FERC nominee with ‘strong bias’ in favor of fossil fuels advances to full Senate vote

One Democrat joins entire roster of committee's Republicans to approve Bernard McNamee's nomination.

FERC nominee Bernard McNamee testifies before the Senate Energy and Natural Resources Committee on November 15, 2018. CREDIT: Senate ENR/screenshot
FERC nominee Bernard McNamee testifies before the Senate Energy and Natural Resources Committee on November 15, 2018. CREDIT: Senate ENR/screenshot

With the support of one Democrat, the Senate Energy and Natural Resources Committee voted 13-10 to confirm Bernard McNamee, a former anti-renewables activist, to fill an open position at the Federal Energy Regulatory Commission (FERC).

Sen. Joe Manchin (D-WV) joined all 12 Republicans on the committee to vote in favor of moving McNamee’s nomination to the Senate for a final vote. Republicans are hoping McNamee’s nomination will get a full Senate floor vote before the end of the year.

Along with his pro-fossil fuel work for conservative think tank, the Texas Public Policy Foundation (TPPF), McNamee, worked on the Department of Energy’s (DOE) coal and nuclear bailout plan that was unanimously rejected by FERC last January. He signed the cover letter to the controversial grid resiliency plan sent by DOE to FERC on September 29, 2017.

The successful vote to move McNamee’s nomination to the Senate follows new revelations last week when a video emerged showing McNamee, during his time working for TPPF, touting the benefits of fossil fuels and criticizing the role of renewable energy resources in meeting grid reliability.


At a February speech to the TPPF’s Policy Orientation for Texas lawmakers, McNamee claimed that “fossil fuels are not something dirty.”

The video of McNamee’s speech caused a stir because FERC oversees bulk power markets and regulates interstate electricity transmission — and has taken a fuel-neutral approach to its regulation of competitive power markets. The video of McNamee’s speech was allegedly removed from TPPF’s website after he was nominated in early October to serve on FERC.

Describing McNamee’s comments in the video as “unfortunate,” Committee Chairwoman Sen. Lisa Murkowski (R-AK) said she would still support McNamee’s nomination.

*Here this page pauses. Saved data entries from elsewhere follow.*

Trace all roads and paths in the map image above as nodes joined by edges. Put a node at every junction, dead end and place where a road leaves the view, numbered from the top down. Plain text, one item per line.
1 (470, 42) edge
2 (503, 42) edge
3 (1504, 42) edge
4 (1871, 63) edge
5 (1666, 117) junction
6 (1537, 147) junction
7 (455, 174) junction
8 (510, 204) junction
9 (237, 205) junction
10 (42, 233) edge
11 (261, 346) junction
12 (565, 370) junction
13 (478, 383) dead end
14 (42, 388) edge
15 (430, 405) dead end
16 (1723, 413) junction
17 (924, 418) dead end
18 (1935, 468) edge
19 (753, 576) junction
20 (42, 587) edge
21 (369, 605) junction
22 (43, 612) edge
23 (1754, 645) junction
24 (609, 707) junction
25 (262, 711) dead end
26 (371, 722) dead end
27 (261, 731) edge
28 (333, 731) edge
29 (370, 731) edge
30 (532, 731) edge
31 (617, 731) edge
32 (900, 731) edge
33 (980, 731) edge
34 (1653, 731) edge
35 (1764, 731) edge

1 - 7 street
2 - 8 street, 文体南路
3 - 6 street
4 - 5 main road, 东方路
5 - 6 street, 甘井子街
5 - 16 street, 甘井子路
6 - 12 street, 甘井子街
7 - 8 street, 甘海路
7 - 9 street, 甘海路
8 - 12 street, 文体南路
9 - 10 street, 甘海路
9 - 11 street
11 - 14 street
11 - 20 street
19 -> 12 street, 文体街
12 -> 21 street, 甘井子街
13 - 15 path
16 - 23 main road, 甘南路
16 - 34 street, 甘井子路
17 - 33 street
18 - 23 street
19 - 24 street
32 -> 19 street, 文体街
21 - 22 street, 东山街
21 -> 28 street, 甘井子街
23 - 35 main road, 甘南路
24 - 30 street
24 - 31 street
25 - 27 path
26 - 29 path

Murkowski said that she viewed the video as just one speech made 10 months ago by someone just a couple days into a new job. And “based on conversations I’ve had [with him],” she said, “I think he understands that FERC must be an independent agency.”

“I do expect… [that] he will be fuel neutral and not a champion for one resource over another,” she continued.

Others were less convinced. Speaking ahead of the vote, Sen. Maria Cantwell (D-WA) said that it is “hard to believe [McNamee] is going to be the impartial reviewer” required of someone in this role, adding that “his words revealed a very strong bias in favor of fossil fuels.”


In the video of the February conference, McNamee said the fossil fuel industry and its supporters need to help policymakers and the public understand that fossil fuels are “key not only to our prosperity” but “to a clean environment.” At the time, he was working as head of the TPPF’s Center for Tenth Amendment Action and its Life:Powered project, a pro-fossil fuel program.

Cantwell also highlighted the irony of the Republicans’ endorsement of McNamee compared to how they treated Ron Binz, who President Barack Obama nominated to lead FERC in 2013. Binz, a former Colorado utilities regulator, was strongly opposed by Republicans who feared he would push an anti-coal agenda at the commission.

Murkowski did not support Binz because she reportedly believed he misled the committee during his testimony on his favorable views on renewable energy resources. However, Binz told Politico at the time that he didn’t intentionally mislead Murkowski about the extent of his support for renewable energy, as she charged during his confirmation hearing.

Ultimately, Binz withdrew his nomination to serve as chairman of FERC.

When pressed on his views towards various energy resources during his confirmation hearing on November 15, McNamee failed to mention his strong anti-renewables stance as demonstrated in the TPPF video when pressed on whether or not he’d be an independent judge of energy resources. Despite this, Republicans on the committee — and one Democrat — were not troubled by how McNamee sought to gloss over his past work as a fossil fuel advocate.